C’est ça, j’ai isolé quelques gestes dont je voulais m’inspirer pour construire la chorégraphie. Le gardien, la vision des remplaçants, décomposer une frappe au ralenti… Mais avant de danser, la première étape pour moi – essentielle – a été d’apprendre à réaliser ces gestes. Pour être certaine d’être crédible et de proposer de la vérité au public. Je ne voulais surtout pas tomber dans la caricature.
Pas trop dur d’apprendre à jouer au football en peu de temps ?!
Si, très compliqué ! D’autant que je ne savais rien faire avec un ballon. En revanche, en danse on sait imiter et reproduire les mouvements des autres. Donc nous nous sommes posées dans un parc avec une amie qui sait jouer et elle m’a montré quelques gestes que j’ai reproduit par mimétisme, sans ballon. D’une manière générale, j’ai vécu tout cela comme un combat, car cette gestuelle foot n’était pas la mienne. J’ai une préférence pour les mouvements doux, amples, ronds… Là c’était sec, rythmé, donc plus traumatisant pour le corps. Ce solo me demande toujours une grosse préparation et un vrai effort, comme le footballeur pour un match.
Après la recherche des gestes foot, comment s’est fait in fine le transfert vers la danse ?
Je me suis tellement concentrée dans un premier temps à maîtriser les gestes du foot que je n’arrivais plus trop ensuite à danser avec. Finalement, en oubliant la technique foot et en m’inspirant de la peinture “Footballeur” de Salvador Dali, je suis partie sur une improvisation qui m’a débloquée. Il fallait que j’aie la technique foot, au plus réel, pour ensuite m’en détacher et faire de la danse. Au final, le solo est un enchaînement de 8 “phrases” (les différents moments d’une chorégraphie, ndlr) sans logique temporelle, qui réunit le foot et la danse.
Comme un mariage entre deux sports que l’on oppose souvent…
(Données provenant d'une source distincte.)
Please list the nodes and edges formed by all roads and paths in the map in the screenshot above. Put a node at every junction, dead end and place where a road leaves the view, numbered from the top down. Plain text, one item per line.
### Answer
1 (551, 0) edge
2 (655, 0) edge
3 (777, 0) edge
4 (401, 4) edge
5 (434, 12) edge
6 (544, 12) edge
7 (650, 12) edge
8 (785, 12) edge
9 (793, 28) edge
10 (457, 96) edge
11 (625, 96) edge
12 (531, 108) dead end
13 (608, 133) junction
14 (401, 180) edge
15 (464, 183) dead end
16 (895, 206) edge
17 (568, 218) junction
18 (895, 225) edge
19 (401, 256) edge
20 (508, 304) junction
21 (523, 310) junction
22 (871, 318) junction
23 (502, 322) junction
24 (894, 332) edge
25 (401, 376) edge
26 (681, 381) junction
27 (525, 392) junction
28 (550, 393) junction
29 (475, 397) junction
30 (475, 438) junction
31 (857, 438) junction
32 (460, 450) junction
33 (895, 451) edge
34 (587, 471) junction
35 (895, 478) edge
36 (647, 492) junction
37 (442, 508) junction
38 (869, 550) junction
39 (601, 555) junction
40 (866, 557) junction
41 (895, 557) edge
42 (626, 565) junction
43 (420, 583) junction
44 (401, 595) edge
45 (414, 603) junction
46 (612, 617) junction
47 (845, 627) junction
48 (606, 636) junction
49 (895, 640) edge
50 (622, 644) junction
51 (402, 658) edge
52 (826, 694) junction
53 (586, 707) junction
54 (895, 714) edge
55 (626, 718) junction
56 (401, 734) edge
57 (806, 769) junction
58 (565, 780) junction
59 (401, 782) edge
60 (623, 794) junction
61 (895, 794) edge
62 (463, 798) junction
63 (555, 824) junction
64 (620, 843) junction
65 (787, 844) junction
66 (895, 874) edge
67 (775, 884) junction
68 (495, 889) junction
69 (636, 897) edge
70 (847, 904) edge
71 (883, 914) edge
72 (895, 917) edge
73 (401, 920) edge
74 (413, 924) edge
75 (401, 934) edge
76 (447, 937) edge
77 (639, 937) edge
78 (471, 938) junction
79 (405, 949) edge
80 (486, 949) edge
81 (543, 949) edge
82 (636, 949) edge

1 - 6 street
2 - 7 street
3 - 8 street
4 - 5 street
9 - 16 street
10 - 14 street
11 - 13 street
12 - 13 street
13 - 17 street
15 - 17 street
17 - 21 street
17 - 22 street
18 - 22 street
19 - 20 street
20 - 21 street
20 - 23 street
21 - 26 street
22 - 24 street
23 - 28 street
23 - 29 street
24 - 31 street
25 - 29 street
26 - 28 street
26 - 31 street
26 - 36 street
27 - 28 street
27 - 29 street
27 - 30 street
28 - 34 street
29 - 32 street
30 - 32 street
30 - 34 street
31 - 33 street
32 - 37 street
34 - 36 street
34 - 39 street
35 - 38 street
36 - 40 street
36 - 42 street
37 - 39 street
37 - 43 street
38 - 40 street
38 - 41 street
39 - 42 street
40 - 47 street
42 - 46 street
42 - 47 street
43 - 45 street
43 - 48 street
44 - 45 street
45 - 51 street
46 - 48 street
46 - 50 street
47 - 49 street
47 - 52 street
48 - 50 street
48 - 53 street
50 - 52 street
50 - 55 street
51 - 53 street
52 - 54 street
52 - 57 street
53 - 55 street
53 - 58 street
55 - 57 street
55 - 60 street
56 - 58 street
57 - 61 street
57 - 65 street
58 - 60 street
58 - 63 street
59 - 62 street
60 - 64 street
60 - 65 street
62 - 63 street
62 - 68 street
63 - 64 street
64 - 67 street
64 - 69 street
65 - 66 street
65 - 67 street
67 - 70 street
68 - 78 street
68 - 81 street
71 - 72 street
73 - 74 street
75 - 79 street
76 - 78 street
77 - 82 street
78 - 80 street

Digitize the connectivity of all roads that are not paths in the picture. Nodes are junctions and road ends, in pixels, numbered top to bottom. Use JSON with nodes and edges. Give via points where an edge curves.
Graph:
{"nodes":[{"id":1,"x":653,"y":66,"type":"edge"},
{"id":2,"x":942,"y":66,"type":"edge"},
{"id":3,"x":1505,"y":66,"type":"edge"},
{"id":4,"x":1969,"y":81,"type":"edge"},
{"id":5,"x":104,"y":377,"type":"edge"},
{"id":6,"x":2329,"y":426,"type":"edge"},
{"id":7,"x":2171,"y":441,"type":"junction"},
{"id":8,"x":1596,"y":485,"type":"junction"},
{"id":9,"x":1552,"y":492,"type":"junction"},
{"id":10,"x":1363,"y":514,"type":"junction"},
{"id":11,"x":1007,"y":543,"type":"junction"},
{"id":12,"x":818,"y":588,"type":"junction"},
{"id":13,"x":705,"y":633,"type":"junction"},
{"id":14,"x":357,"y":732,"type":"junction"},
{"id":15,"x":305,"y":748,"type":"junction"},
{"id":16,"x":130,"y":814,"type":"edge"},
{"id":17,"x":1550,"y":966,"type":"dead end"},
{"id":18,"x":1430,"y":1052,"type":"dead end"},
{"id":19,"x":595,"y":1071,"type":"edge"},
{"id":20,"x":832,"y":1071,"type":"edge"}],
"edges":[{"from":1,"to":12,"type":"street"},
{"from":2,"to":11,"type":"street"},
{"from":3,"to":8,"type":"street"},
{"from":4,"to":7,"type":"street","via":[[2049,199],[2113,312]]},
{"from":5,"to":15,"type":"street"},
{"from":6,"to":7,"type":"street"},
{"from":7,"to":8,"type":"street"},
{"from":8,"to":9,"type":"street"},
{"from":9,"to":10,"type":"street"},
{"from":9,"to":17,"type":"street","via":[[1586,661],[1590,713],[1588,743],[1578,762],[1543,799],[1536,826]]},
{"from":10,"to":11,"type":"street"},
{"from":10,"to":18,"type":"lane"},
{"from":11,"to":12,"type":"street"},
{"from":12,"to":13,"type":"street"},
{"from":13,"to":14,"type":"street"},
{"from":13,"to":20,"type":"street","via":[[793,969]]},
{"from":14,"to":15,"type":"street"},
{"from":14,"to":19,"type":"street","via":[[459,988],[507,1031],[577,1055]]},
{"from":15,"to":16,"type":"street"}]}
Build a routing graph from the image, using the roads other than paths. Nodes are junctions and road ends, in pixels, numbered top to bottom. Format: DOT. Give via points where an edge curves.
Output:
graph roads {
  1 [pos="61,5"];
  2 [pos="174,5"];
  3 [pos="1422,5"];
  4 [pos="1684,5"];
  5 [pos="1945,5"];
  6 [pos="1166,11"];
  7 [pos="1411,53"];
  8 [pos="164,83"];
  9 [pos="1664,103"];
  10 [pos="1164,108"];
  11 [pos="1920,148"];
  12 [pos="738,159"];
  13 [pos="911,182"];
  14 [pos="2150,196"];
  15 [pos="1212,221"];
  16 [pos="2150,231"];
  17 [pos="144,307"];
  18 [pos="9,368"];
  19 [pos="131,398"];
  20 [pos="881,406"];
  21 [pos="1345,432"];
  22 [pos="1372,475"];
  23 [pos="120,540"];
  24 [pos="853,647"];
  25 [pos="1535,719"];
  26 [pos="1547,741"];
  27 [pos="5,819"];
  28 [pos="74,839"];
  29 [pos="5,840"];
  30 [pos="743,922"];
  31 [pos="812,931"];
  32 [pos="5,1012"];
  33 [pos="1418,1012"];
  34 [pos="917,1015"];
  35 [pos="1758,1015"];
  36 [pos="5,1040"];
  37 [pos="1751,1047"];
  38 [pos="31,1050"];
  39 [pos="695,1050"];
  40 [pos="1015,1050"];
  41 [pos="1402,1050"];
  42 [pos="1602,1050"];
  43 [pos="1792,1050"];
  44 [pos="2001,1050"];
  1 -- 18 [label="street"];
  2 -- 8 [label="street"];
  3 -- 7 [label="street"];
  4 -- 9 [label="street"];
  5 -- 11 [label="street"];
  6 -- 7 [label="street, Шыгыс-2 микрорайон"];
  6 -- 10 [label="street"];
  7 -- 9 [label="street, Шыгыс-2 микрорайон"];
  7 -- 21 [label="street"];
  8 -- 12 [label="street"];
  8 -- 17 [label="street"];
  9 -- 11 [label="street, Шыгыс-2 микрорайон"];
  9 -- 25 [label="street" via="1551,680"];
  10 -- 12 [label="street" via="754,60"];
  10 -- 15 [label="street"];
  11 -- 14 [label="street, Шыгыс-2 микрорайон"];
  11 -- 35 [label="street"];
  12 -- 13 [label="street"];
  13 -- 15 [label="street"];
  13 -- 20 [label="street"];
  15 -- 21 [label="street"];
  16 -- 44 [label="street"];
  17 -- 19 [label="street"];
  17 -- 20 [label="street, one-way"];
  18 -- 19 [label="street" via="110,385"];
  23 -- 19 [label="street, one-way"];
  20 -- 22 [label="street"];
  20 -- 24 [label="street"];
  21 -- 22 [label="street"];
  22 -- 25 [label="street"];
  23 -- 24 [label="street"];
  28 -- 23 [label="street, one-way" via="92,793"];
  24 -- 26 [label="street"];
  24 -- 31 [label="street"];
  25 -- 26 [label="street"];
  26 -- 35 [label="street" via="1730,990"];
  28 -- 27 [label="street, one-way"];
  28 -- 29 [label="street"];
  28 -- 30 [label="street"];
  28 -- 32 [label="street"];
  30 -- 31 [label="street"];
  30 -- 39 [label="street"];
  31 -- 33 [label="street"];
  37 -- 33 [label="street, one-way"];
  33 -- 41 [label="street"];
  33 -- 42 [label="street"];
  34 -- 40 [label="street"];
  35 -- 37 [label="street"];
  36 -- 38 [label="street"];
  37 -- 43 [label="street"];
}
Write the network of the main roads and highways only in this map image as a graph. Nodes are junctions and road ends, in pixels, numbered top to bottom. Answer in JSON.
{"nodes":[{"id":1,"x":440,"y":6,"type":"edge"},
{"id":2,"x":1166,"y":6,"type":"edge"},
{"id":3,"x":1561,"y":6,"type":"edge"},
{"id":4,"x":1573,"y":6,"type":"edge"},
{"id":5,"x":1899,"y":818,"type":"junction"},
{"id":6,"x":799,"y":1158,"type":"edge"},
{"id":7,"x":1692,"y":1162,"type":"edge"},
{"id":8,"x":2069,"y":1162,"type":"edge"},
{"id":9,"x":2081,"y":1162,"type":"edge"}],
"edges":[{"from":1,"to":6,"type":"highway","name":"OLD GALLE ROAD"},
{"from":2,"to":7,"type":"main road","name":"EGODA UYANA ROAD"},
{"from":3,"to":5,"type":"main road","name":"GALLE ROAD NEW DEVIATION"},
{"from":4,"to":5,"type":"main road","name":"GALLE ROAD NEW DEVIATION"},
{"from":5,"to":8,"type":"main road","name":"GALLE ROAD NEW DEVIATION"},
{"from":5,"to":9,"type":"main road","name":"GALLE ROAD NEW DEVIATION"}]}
Je voulais réconcilier la danse et le foot. “La danse pour les filles, le foot pour les garçons…”, il faut déconstruire ça. Ce solo, c’est aussi un moyen d’utiliser un sport qui est dans la lumière pour faire connaître la danse et sa réalité, casser les préjugés sur une activité qui est à la jonction de l’art, de la culture et du sport. J’ai vu tout le potentiel éducatif et ludique de cette chorégraphie lors d’ateliers organisés avec des enfants. Même les garçons, parfois réticents pour danser, étaient à fond car on parlait aussi de foot. C’est un inducteur génial pour amener à la danse, la démocratiser.
Que souhaites-tu transmettre au public qui viendra assister à la représentation jeudi ?
L’enjeu pour moi est de transmettre la réalité d’un match de foot, tout en laissant une grande place à l’imaginaire du spectateur. Comment moi, danseuse, je vais pouvoir transmettre la vérité et la complexité d’un match de football qui réunit 22 joueurs ? Comment les faire exister et faire exister un jeu collectif alors que je suis seule sur scène ? Ce sont les questions que je me suis posées durant la préparation. J’espère que le public va imaginer comme je le fais d’autres joueurs, des fantômes, pour créer un jeu à plusieurs.